In seiner jüngsten Kolumne in der neu gestalteten Weltwoche lobt er all die Milliardäre, die sich «zum Spass einen Zeitungsverlag leisten». An erster Stelle nennt Zimmermann alt-Bundesrat und SVP-Chef Christoph Blocher, Eigentümer von 28 Gratisanzeigern. Zu dieser Swiss Regiomedia AG gehören etwa die neue Oltner Zeitung, die Wiler Nachrichten, der Rheintaler Bote und eben das Tagblatt der Stadt Zürich. «Der Verleger hat das Wort», heisst die Kolumne von Christoph Blocher (79). Doch der kleine, aber feine Unterschied: Blocher verkündet seine Botschaft nur in den nichtamtlichen Zeitungen.

Im Polit-Zürich unmöglich

Aussen vor bleiben hier der «Furttaler», der «Rümlanger» und eben das  «Tagblatt der Stadt Zürich». Gerade im Tagblatt wäre das Verbreiten von Blochers Zeilen ein Ding der Unmöglichkeit. Zumindest, solange noch ein Vertrag mit der linksgrün dominierten Stadtregierung von Zürich besteht. Dort ist genau geregelt, was und wie im Tagblatt erscheinen darf. Dazu gehören sicher nicht Kolumnen von SVP-Übervater Blocher. Dafür aber mehr oder weniger originelle Weisheiten der neun, meist rot-grünen Stadträte. Dem Vernehmen nach wird stadtintern schon gemurrt, wenn auf der letzten Seite unter «Klartext» etwa Christian Saggese seine autofreundlichen Äusserungen publizieren darf.

Die nächsten Wahlen kommen bestimmt

Kurzum: Ein Amtsblatt ist redaktionell etwas komplett anderes als eine Gratiszeitung.

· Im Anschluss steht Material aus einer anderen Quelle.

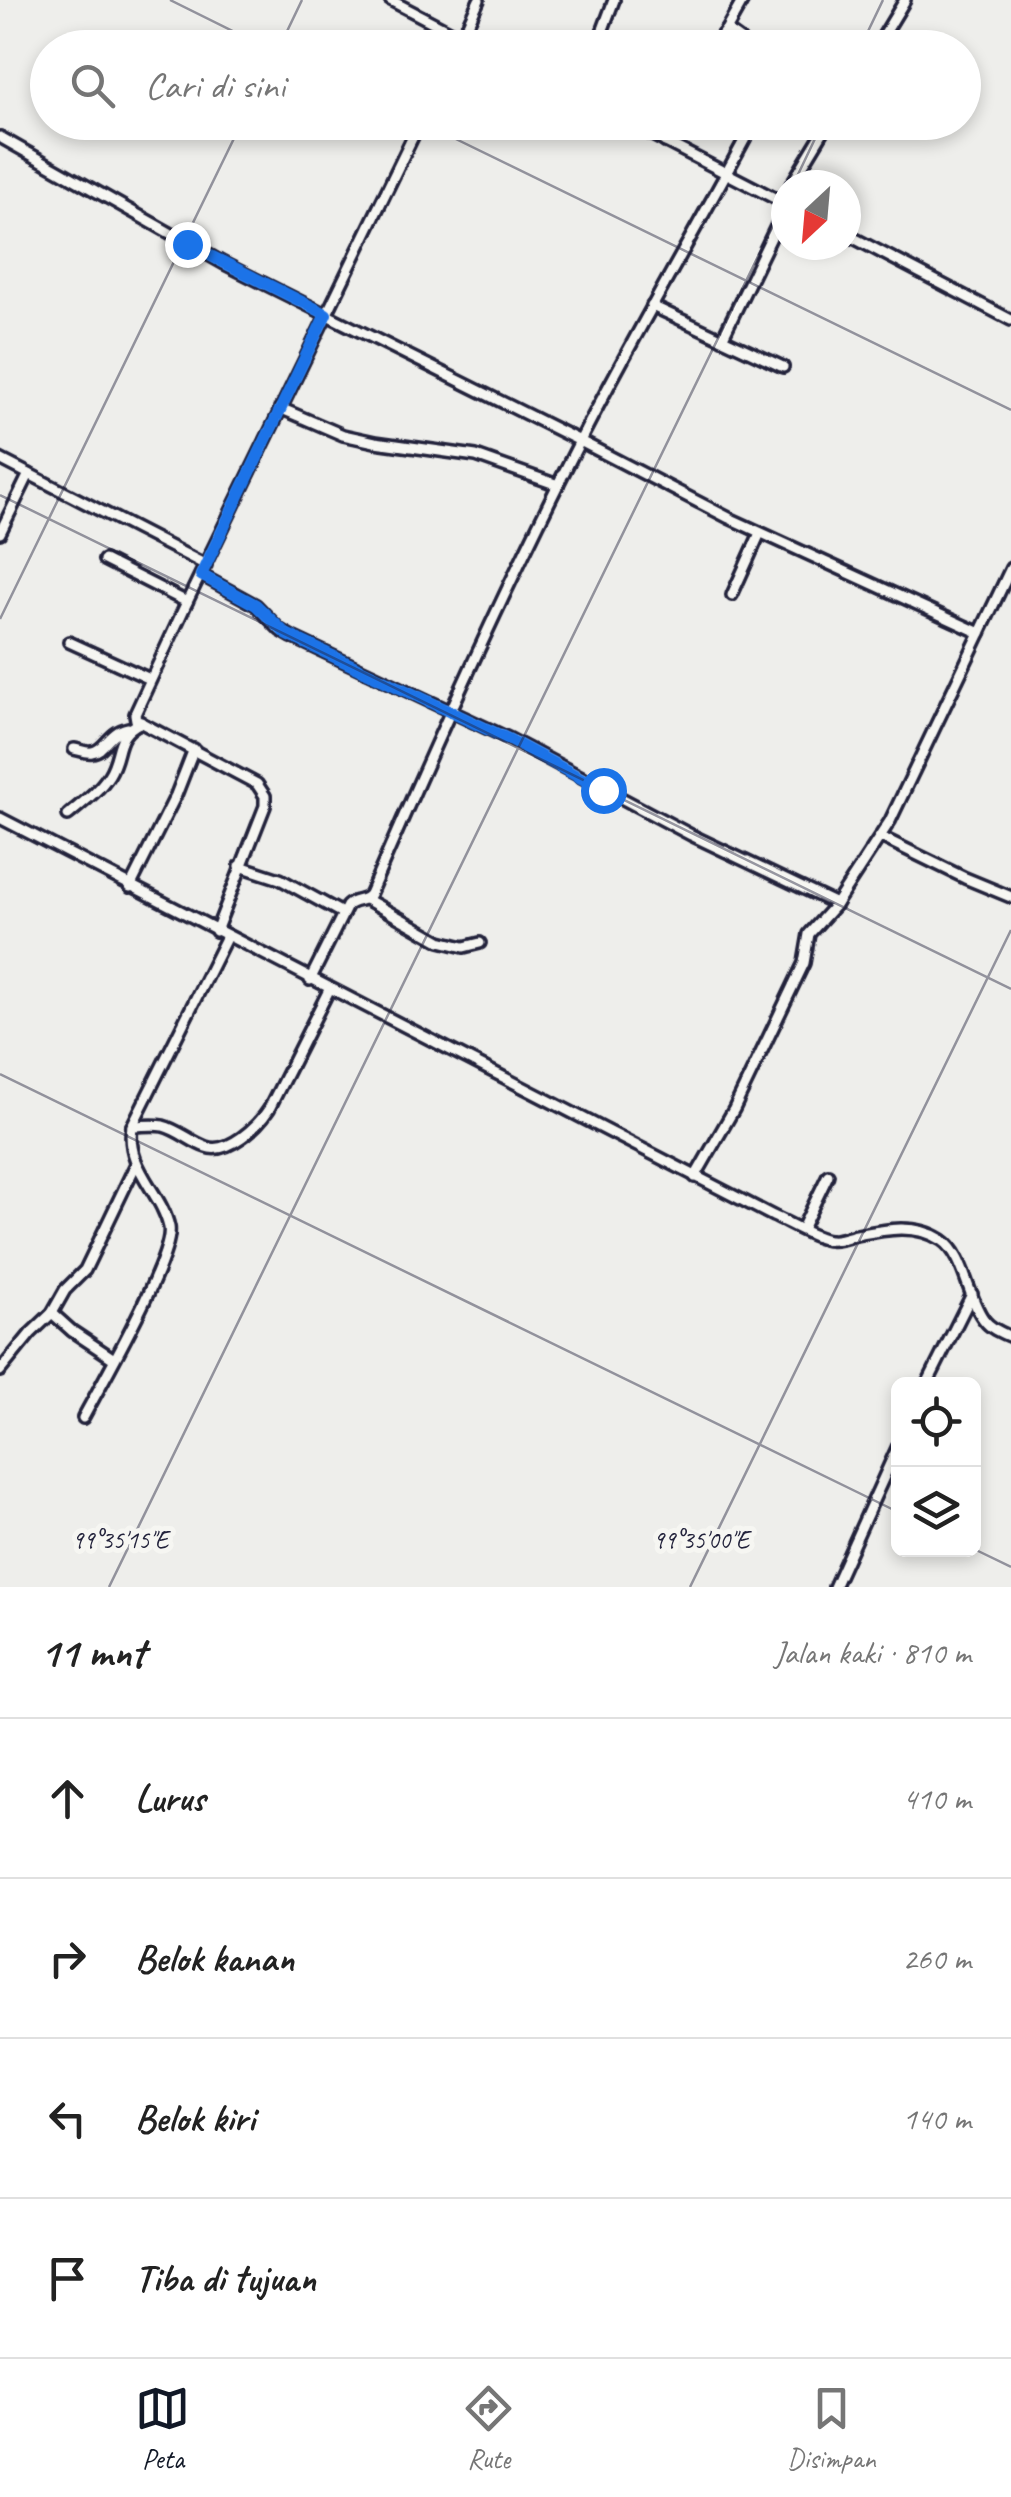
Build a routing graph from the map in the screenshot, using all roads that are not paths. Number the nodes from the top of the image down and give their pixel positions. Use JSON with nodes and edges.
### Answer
{"nodes":[{"id":1,"x":390,"y":0,"type":"edge"},
{"id":2,"x":479,"y":0,"type":"edge"},
{"id":3,"x":614,"y":0,"type":"edge"},
{"id":4,"x":743,"y":0,"type":"edge"},
{"id":5,"x":905,"y":0,"type":"edge"},
{"id":6,"x":440,"y":30,"type":"edge"},
{"id":7,"x":465,"y":30,"type":"edge"},
{"id":8,"x":603,"y":30,"type":"edge"},
{"id":9,"x":726,"y":30,"type":"edge"},
{"id":10,"x":887,"y":30,"type":"edge"},
{"id":11,"x":0,"y":137,"type":"edge"},
{"id":12,"x":411,"y":140,"type":"edge"},
{"id":13,"x":661,"y":140,"type":"edge"},
{"id":14,"x":744,"y":140,"type":"edge"},
{"id":15,"x":819,"y":140,"type":"edge"},
{"id":16,"x":665,"y":142,"type":"joint"},
{"id":17,"x":801,"y":170,"type":"edge"},
{"id":18,"x":726,"y":174,"type":"junction"},
{"id":19,"x":771,"y":195,"type":"edge"},
{"id":20,"x":771,"y":231,"type":"edge"},
{"id":21,"x":861,"y":242,"type":"edge"},
{"id":22,"x":652,"y":306,"type":"junction"},
{"id":23,"x":326,"y":314,"type":"junction"},
{"id":24,"x":1011,"y":320,"type":"edge"},
{"id":25,"x":722,"y":338,"type":"junction"},
{"id":26,"x":783,"y":367,"type":"dead end"},
{"id":27,"x":280,"y":408,"type":"junction"},
{"id":28,"x":580,"y":441,"type":"junction"},
{"id":29,"x":0,"y":459,"type":"edge"},
{"id":30,"x":29,"y":474,"type":"junction"},
{"id":31,"x":558,"y":485,"type":"junction"},
{"id":32,"x":0,"y":533,"type":"edge"},
{"id":33,"x":760,"y":533,"type":"junction"},
{"id":34,"x":104,"y":560,"type":"dead end"},
{"id":35,"x":203,"y":570,"type":"junction"},
{"id":36,"x":1010,"y":572,"type":"edge"},
{"id":37,"x":732,"y":595,"type":"dead end"},
{"id":38,"x":187,"y":602,"type":"junction"},
{"id":39,"x":980,"y":633,"type":"junction"},
{"id":40,"x":69,"y":642,"type":"dead end"},
{"id":41,"x":150,"y":680,"type":"junction"},
{"id":42,"x":450,"y":711,"type":"junction"},
{"id":43,"x":141,"y":722,"type":"junction"},
{"id":44,"x":130,"y":727,"type":"junction"},
{"id":45,"x":194,"y":749,"type":"junction"},
{"id":46,"x":74,"y":750,"type":"dead end"},
{"id":47,"x":68,"y":815,"type":"dead end"},
{"id":48,"x":0,"y":818,"type":"edge"},
{"id":49,"x":880,"y":837,"type":"junction"},
{"id":50,"x":240,"y":866,"type":"junction"},
{"id":51,"x":130,"y":886,"type":"junction"},
{"id":52,"x":1011,"y":898,"type":"edge"},
{"id":53,"x":366,"y":899,"type":"junction"},
{"id":54,"x":836,"y":904,"type":"junction"},
{"id":55,"x":342,"y":913,"type":"junction"},
{"id":56,"x":216,"y":931,"type":"junction"},
{"id":57,"x":227,"y":936,"type":"junction"},
{"id":58,"x":480,"y":943,"type":"dead end"},
{"id":59,"x":310,"y":980,"type":"junction"},
{"id":60,"x":329,"y":990,"type":"junction"},
{"id":61,"x":132,"y":1126,"type":"junction"},
{"id":62,"x":136,"y":1164,"type":"junction"},
{"id":63,"x":828,"y":1176,"type":"dead end"},
{"id":64,"x":695,"y":1177,"type":"junction"},
{"id":65,"x":802,"y":1228,"type":"junction"},
{"id":66,"x":972,"y":1294,"type":"junction"},
{"id":67,"x":52,"y":1313,"type":"junction"},
{"id":68,"x":1011,"y":1337,"type":"edge"},
{"id":69,"x":114,"y":1359,"type":"junction"},
{"id":70,"x":0,"y":1372,"type":"edge"},
{"id":71,"x":930,"y":1377,"type":"edge"},
{"id":72,"x":83,"y":1418,"type":"dead end"},
{"id":73,"x":891,"y":1461,"type":"edge"},
{"id":74,"x":834,"y":1587,"type":"edge"}],
"edges":[{"from":1,"to":6,"type":"street"},
{"from":2,"to":7,"type":"street"},
{"from":3,"to":8,"type":"street"},
{"from":4,"to":9,"type":"street"},
{"from":5,"to":10,"type":"street"},
{"from":11,"to":23,"type":"street"},
{"from":12,"to":23,"type":"street"},
{"from":13,"to":16,"type":"street"},
{"from":14,"to":18,"type":"street"},
{"from":15,"to":17,"type":"street"},
{"from":16,"to":18,"type":"street"},
{"from":18,"to":19,"type":"street"},
{"from":18,"to":22,"type":"street"},
{"from":20,"to":25,"type":"street"},
{"from":21,"to":24,"type":"street"},
{"from":22,"to":25,"type":"street"},
{"from":22,"to":28,"type":"street"},
{"from":23,"to":27,"type":"street"},
{"from":23,"to":28,"type":"street"},
{"from":25,"to":26,"type":"street"},
{"from":27,"to":31,"type":"street"},
{"from":27,"to":35,"type":"street"},
{"from":28,"to":31,"type":"street"},
{"from":28,"to":33,"type":"street"},
{"from":29,"to":30,"type":"street"},
{"from":30,"to":32,"type":"street"},
{"from":30,"to":35,"type":"street"},
{"from":31,"to":42,"type":"street"},
{"from":33,"to":37,"type":"street"},
{"from":33,"to":39,"type":"street"},
{"from":34,"to":38,"type":"street"},
{"from":35,"to":38,"type":"street"},
{"from":35,"to":42,"type":"street"},
{"from":36,"to":39,"type":"street"},
{"from":38,"to":41,"type":"street"},
{"from":39,"to":49,"type":"street"},
{"from":40,"to":41,"type":"street"},
{"from":41,"to":43,"type":"street"},
{"from":42,"to":53,"type":"street"},
{"from":42,"to":54,"type":"street"},
{"from":43,"to":44,"type":"street"},
{"from":43,"to":45,"type":"street"},
{"from":44,"to":46,"type":"street"},
{"from":44,"to":47,"type":"street"},
{"from":45,"to":50,"type":"street"},
{"from":45,"to":51,"type":"street"},
{"from":48,"to":51,"type":"street"},
{"from":49,"to":52,"type":"street"},
{"from":49,"to":54,"type":"street"},
{"from":50,"to":55,"type":"street"},
{"from":50,"to":56,"type":"street"},
{"from":51,"to":56,"type":"street"},
{"from":53,"to":55,"type":"street"},
{"from":53,"to":58,"type":"street"},
{"from":54,"to":64,"type":"street"},
{"from":55,"to":59,"type":"street"},
{"from":56,"to":57,"type":"street"},
{"from":57,"to":59,"type":"street"},
{"from":57,"to":61,"type":"street"},
{"from":59,"to":60,"type":"street"},
{"from":60,"to":61,"type":"street"},
{"from":60,"to":64,"type":"street"},
{"from":61,"to":62,"type":"street"},
{"from":62,"to":67,"type":"street"},
{"from":62,"to":69,"type":"street"},
{"from":63,"to":65,"type":"street"},
{"from":64,"to":65,"type":"street"},
{"from":65,"to":66,"type":"street"},
{"from":66,"to":68,"type":"street"},
{"from":66,"to":71,"type":"street"},
{"from":67,"to":69,"type":"street"},
{"from":67,"to":70,"type":"street"},
{"from":69,"to":72,"type":"street"},
{"from":73,"to":74,"type":"street"}]}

Denn die Vorgaben des Vertragspartners sind strikte. Dazu kommen oft persönliche Vorlieben der jeweiligen Exekutive. Man will möglichst gut dastehen und bei den nächsten Wahlen wiedergewählt werden. Weil das Tagblatt der Stadt Zürich unter der Geschäftsleiterin und Chefredaktorin Lucia M. Eppmann vorsichtig agiert und politisch eher belanglos unterwegs ist, scheint eine Vertragserneuerung im Jahr 2022 aber möglich. Aktuell zahlt die Besitzerin der Stadt Zürich jährlich 850’000 Franken. Dafür darf sich die Wochenzeitung «Städtisches Amtsblatt» nennen. Da bringt ihr Inserate in Millionenhöhe, davon ein Grossteil amtliche Nachrichten.

Oft nur noch digital

Trotzdem ist das Geschäftsmodell mit Amtsblättern gefährdet. Denn immer häufiger verzichten Kantone, Städte und Gemeinden auf ein Amtsblatt in Papierform. Das jüngste Beispiel: Seit dem 3. Juli 2020 gibt’s amtliche Bekanntmachungen aus Ausserrhoden nur noch digital. Das Amtsblatt Appenzell Ausserrhoden wurde nach 186 Jahren eingestellt. Das Tagblatt der Stadt Zürich ist schon 290-jährig. Im Blocherbesitz ist es aber erst seit 2018.

Packungsbeilage: ZACKBUM.ch-Redaktor Lorenz Steinmann arbeitet bei der Lokalinfo AG. Diese gibt im Raum Zürich ebenfalls einige Amtsblätter heraus.